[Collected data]

▼▼▼

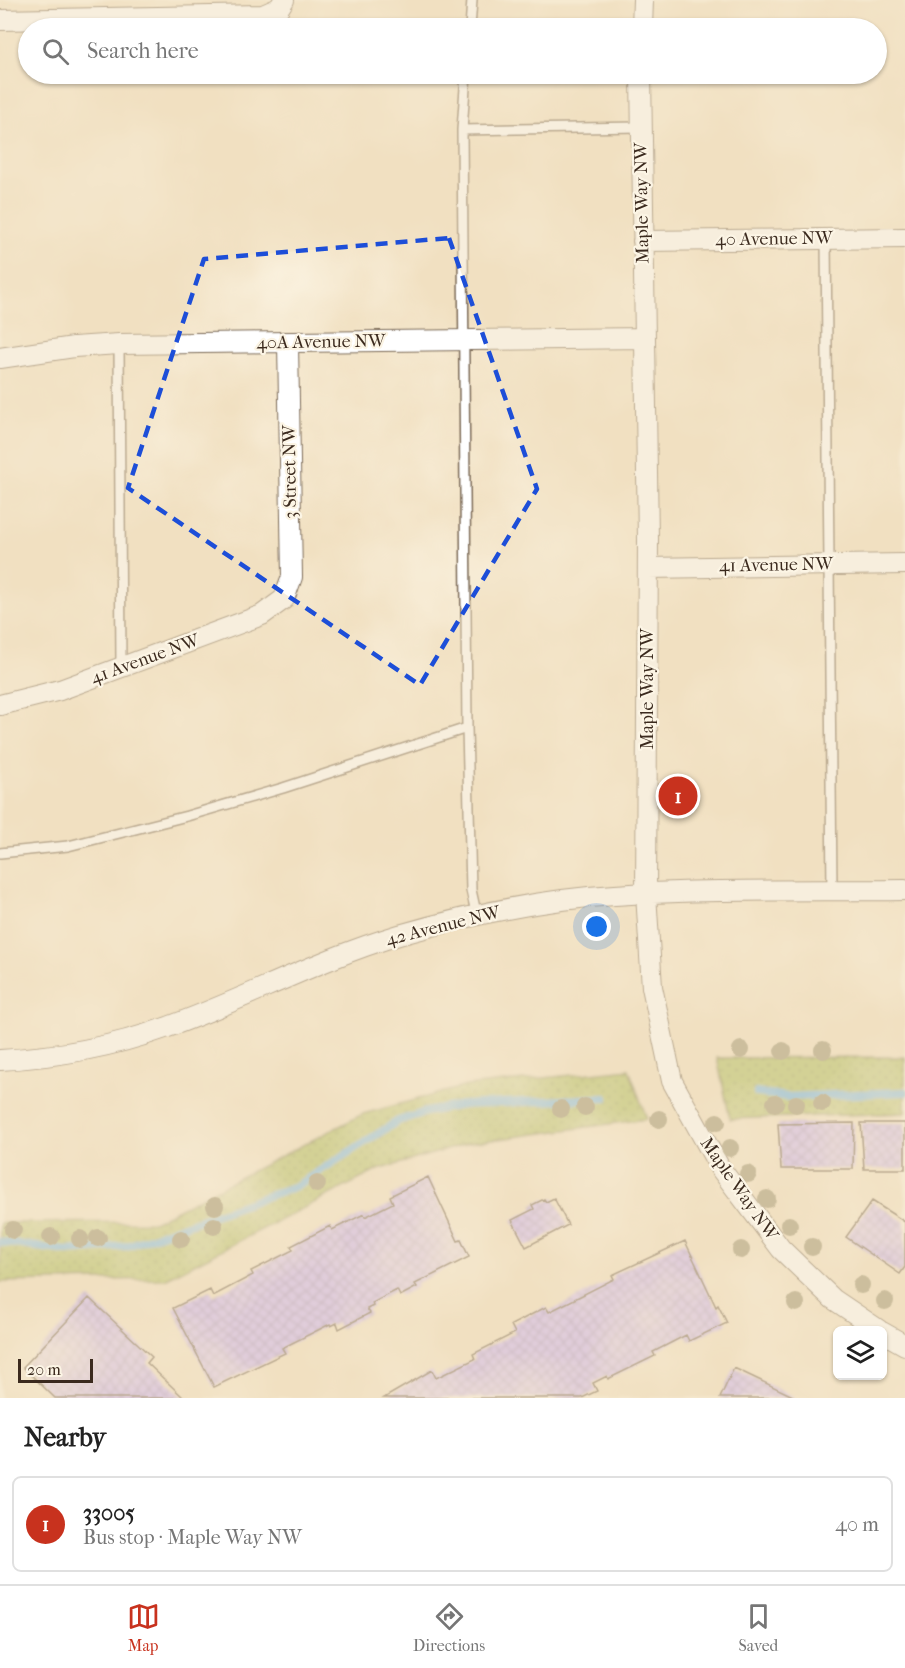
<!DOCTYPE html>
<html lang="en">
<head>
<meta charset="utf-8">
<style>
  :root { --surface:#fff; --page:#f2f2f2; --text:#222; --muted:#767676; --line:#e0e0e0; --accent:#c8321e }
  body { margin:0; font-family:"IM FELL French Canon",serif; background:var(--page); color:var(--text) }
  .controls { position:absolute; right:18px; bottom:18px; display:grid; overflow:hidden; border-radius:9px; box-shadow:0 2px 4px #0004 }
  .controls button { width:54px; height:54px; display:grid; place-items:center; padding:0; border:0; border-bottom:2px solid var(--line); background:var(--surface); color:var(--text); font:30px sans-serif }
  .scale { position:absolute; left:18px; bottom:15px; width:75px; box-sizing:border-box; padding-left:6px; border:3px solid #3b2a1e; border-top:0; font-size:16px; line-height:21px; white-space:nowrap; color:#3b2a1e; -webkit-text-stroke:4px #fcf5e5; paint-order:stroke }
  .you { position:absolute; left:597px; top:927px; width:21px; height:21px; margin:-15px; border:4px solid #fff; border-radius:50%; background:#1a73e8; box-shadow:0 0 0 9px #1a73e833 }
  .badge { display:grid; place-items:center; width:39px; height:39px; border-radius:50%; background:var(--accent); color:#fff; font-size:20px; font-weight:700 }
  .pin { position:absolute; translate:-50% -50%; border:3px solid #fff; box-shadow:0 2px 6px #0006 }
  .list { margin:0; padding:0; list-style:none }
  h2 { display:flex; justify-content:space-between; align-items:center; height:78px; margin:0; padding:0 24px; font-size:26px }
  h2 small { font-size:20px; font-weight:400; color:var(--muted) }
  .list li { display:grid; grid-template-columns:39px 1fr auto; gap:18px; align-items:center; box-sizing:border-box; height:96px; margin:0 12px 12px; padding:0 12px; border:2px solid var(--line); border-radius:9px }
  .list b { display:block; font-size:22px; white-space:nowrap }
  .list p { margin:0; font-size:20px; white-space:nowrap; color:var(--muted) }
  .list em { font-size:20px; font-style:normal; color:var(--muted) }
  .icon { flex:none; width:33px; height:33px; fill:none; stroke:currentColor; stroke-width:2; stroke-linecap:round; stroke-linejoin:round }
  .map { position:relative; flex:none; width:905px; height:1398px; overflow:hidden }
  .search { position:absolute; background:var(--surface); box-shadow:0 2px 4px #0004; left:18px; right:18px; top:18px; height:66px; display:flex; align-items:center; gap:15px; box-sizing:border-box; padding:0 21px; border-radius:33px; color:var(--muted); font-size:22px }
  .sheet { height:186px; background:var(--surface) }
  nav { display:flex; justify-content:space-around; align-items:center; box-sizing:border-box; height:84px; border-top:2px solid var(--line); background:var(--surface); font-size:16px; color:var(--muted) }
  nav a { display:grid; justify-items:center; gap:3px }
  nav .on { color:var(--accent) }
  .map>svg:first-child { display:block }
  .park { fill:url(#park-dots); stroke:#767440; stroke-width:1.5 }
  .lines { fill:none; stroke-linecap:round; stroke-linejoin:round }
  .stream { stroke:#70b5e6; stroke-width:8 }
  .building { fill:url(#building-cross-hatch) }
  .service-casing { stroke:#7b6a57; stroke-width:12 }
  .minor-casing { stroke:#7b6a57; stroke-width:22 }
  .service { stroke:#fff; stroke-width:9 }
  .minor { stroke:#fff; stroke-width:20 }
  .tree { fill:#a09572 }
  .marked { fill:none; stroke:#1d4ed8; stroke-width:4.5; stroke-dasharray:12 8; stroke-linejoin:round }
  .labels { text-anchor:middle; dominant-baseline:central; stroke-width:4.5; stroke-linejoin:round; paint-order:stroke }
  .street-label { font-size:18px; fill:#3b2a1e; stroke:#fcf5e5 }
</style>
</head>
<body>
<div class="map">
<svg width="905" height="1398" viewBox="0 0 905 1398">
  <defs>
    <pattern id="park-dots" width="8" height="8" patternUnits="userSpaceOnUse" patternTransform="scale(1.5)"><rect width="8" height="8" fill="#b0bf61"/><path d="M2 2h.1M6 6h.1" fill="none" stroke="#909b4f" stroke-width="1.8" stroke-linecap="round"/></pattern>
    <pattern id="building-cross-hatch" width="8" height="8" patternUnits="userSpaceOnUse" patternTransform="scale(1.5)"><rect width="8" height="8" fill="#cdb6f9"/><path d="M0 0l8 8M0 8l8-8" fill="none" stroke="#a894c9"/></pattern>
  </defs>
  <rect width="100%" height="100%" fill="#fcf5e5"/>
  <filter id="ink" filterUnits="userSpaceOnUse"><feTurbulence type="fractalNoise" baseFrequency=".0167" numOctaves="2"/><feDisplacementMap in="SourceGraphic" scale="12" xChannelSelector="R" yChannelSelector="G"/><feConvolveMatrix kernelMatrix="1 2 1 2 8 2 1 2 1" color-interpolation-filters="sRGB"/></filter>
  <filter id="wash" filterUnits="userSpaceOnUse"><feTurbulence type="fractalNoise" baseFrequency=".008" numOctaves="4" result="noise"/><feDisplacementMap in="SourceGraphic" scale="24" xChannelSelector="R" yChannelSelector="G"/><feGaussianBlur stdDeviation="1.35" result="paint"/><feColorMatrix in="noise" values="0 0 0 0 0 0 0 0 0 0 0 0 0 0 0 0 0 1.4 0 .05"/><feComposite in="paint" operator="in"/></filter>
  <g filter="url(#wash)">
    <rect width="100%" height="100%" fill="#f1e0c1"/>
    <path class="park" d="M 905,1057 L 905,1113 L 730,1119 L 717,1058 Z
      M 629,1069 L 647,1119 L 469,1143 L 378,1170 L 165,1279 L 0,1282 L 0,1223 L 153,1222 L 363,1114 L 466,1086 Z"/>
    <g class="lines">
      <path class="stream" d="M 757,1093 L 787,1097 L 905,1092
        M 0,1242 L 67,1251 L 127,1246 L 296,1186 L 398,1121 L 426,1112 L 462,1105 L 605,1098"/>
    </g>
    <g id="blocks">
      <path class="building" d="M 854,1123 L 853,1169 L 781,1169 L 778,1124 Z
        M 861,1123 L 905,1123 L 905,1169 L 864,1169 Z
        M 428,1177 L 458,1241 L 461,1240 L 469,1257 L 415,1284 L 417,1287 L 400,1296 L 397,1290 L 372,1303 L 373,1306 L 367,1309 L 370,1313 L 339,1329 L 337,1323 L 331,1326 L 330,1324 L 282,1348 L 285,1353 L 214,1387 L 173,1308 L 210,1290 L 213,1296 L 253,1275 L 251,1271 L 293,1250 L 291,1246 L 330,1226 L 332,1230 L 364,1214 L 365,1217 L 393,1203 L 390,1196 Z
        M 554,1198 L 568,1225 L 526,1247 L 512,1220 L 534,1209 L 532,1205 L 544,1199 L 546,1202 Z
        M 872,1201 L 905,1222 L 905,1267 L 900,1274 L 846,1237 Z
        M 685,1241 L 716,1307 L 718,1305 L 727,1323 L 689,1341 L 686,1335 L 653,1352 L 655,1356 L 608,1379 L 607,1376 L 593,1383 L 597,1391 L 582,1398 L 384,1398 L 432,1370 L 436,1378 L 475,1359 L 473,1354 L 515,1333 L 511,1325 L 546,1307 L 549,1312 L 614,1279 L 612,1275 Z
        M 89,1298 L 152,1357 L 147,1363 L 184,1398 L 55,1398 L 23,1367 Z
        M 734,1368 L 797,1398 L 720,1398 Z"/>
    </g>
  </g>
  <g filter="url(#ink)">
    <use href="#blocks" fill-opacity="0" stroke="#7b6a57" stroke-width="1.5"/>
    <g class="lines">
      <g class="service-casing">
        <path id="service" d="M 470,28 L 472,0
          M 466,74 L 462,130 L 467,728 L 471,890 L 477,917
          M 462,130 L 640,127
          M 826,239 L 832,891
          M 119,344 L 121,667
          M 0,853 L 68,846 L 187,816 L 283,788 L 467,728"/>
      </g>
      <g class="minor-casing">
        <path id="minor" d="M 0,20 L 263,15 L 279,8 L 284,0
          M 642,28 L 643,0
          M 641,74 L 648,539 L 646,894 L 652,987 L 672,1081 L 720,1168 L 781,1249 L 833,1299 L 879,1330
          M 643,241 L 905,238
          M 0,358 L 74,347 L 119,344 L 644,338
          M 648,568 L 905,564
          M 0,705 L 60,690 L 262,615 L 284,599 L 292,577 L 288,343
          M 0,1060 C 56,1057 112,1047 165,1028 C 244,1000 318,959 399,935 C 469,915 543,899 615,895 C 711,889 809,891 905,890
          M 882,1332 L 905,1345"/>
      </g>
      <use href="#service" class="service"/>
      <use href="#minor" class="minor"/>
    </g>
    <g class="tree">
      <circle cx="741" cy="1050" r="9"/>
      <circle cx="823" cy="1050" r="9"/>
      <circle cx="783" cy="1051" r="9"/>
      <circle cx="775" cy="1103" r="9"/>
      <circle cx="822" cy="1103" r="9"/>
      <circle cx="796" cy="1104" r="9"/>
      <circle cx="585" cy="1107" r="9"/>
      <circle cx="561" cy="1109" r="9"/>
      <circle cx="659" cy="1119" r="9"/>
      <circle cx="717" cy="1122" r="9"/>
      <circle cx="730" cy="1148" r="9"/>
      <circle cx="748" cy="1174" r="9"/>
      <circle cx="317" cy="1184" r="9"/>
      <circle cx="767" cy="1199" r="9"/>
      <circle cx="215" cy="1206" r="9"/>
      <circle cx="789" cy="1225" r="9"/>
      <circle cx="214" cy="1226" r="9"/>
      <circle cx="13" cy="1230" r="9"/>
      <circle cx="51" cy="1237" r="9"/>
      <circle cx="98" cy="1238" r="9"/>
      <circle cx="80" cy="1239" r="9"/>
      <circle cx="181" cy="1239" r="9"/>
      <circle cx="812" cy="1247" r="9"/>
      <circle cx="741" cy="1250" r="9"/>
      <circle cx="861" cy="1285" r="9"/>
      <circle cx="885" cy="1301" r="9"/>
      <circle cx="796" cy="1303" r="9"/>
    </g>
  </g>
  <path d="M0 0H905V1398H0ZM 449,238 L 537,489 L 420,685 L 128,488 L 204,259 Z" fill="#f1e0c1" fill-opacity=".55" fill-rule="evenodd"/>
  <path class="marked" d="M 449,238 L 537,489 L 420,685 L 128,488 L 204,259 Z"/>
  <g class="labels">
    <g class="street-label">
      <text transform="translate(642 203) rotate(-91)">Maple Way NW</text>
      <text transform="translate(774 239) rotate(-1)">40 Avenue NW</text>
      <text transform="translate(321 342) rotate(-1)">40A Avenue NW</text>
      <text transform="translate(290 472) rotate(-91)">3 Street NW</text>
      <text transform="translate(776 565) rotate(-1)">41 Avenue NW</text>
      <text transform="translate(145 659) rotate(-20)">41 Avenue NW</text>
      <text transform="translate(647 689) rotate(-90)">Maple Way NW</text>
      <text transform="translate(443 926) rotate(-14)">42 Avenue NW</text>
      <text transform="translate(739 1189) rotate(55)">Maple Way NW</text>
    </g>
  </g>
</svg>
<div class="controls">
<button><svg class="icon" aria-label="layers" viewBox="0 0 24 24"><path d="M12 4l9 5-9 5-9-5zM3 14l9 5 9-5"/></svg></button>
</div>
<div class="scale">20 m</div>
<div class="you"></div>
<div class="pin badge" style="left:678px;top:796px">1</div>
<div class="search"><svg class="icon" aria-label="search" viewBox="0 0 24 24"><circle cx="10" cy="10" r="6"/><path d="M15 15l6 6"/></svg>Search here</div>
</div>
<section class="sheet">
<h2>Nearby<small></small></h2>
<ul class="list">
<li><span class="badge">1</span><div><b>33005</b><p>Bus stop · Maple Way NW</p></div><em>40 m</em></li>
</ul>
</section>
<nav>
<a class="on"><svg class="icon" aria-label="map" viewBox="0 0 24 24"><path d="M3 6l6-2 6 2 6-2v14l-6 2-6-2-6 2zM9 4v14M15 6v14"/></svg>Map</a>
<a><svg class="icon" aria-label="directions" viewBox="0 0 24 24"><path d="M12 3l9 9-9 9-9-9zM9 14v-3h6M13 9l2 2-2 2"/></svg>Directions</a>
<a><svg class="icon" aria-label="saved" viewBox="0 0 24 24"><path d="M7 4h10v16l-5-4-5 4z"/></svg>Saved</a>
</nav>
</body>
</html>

▲▲▲

What to work on: The images in the entries above should be left out; please reproduce exactly the lines from the first through the one containing "position:absolute; right:18px; bottom:18px;".

Problem solution:
<!DOCTYPE html>
<html lang="en">
<head>
<meta charset="utf-8">
<style>
  :root { --surface:#fff; --page:#f2f2f2; --text:#222; --muted:#767676; --line:#e0e0e0; --accent:#c8321e }
  body { margin:0; font-family:"IM FELL French Canon",serif; background:var(--page); color:var(--text) }
  .controls { position:absolute; right:18px; bottom:18px; display:grid; overflow:hidden; border-radius:9px; box-shadow:0 2px 4px #0004 }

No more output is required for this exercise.